### GOAL OF THE EXERCISE
A faithful copy of each entry below is expected, with the images removed.

### DATA TO EXAMINE
__________________________________________________
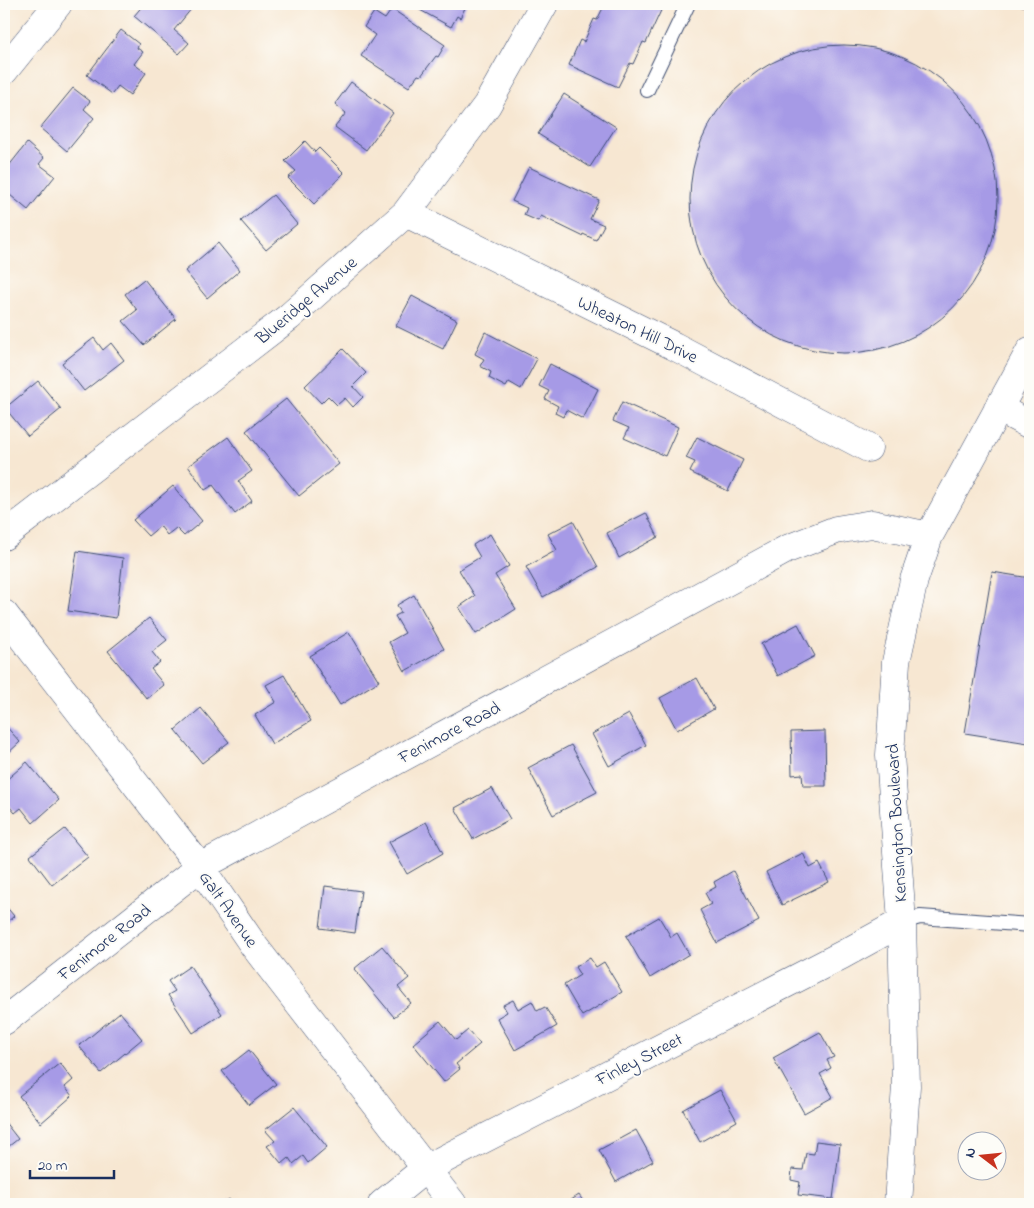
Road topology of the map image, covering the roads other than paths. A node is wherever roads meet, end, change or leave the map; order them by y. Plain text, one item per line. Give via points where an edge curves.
1 (58, 4) edge
2 (544, 4) edge
3 (688, 4) edge
4 (4, 71) edge
5 (647, 90) dead end
6 (406, 213) junction
7 (1030, 351) edge
8 (998, 408) junction
9 (1030, 425) edge
10 (868, 448) dead end
11 (4, 536) edge
12 (929, 536) junction
13 (4, 614) edge
14 (200, 867) junction
15 (902, 922) junction
16 (1030, 925) edge
17 (4, 1021) edge
18 (425, 1169) junction
19 (382, 1204) edge
20 (453, 1204) edge
21 (898, 1204) edge

1 - 4 street
2 - 6 street, Blueridge Avenue via 487,105
3 - 5 lane
6 - 10 street, Wheaton Hill Drive via 674,346
6 - 11 street, Blueridge Avenue via 289,317
7 - 8 street, Kensington Boulevard
8 - 9 street
8 - 12 street, Kensington Boulevard
12 - 14 street, Fenimore Road via 872,524 836,530 787,549
12 - 15 street, Kensington Boulevard via 914,580 896,662 890,755
13 - 14 street, Galt Avenue
14 - 17 street, Fenimore Road
14 - 18 street, Galt Avenue via 254,946
15 - 16 lane via 920,917
15 - 18 street, Finley Street
15 - 21 street, Kensington Boulevard via 906,1086
18 - 19 street, Finley Street
18 - 20 street, Galt Avenue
__________________________________________________
### REPLY TO THE EXERCISE
Road topology of the map image, covering the roads other than paths. A node is wherever roads meet, end, change or leave the map; order them by y. Plain text, one item per line. Give via points where an edge curves.
1 (58, 4) edge
2 (544, 4) edge
3 (688, 4) edge
4 (4, 71) edge
5 (647, 90) dead end
6 (406, 213) junction
7 (1030, 351) edge
8 (998, 408) junction
9 (1030, 425) edge
10 (868, 448) dead end
11 (4, 536) edge
12 (929, 536) junction
13 (4, 614) edge
14 (200, 867) junction
15 (902, 922) junction
16 (1030, 925) edge
17 (4, 1021) edge
18 (425, 1169) junction
19 (382, 1204) edge
20 (453, 1204) edge
21 (898, 1204) edge

1 - 4 street
2 - 6 street, Blueridge Avenue via 487,105
3 - 5 lane
6 - 10 street, Wheaton Hill Drive via 674,346
6 - 11 street, Blueridge Avenue via 289,317
7 - 8 street, Kensington Boulevard
8 - 9 street
8 - 12 street, Kensington Boulevard
12 - 14 street, Fenimore Road via 872,524 836,530 787,549
12 - 15 street, Kensington Boulevard via 914,580 896,662 890,755
13 - 14 street, Galt Avenue
14 - 17 street, Fenimore Road
14 - 18 street, Galt Avenue via 254,946
15 - 16 lane via 920,917
15 - 18 street, Finley Street
15 - 21 street, Kensington Boulevard via 906,1086
18 - 19 street, Finley Street
18 - 20 street, Galt Avenue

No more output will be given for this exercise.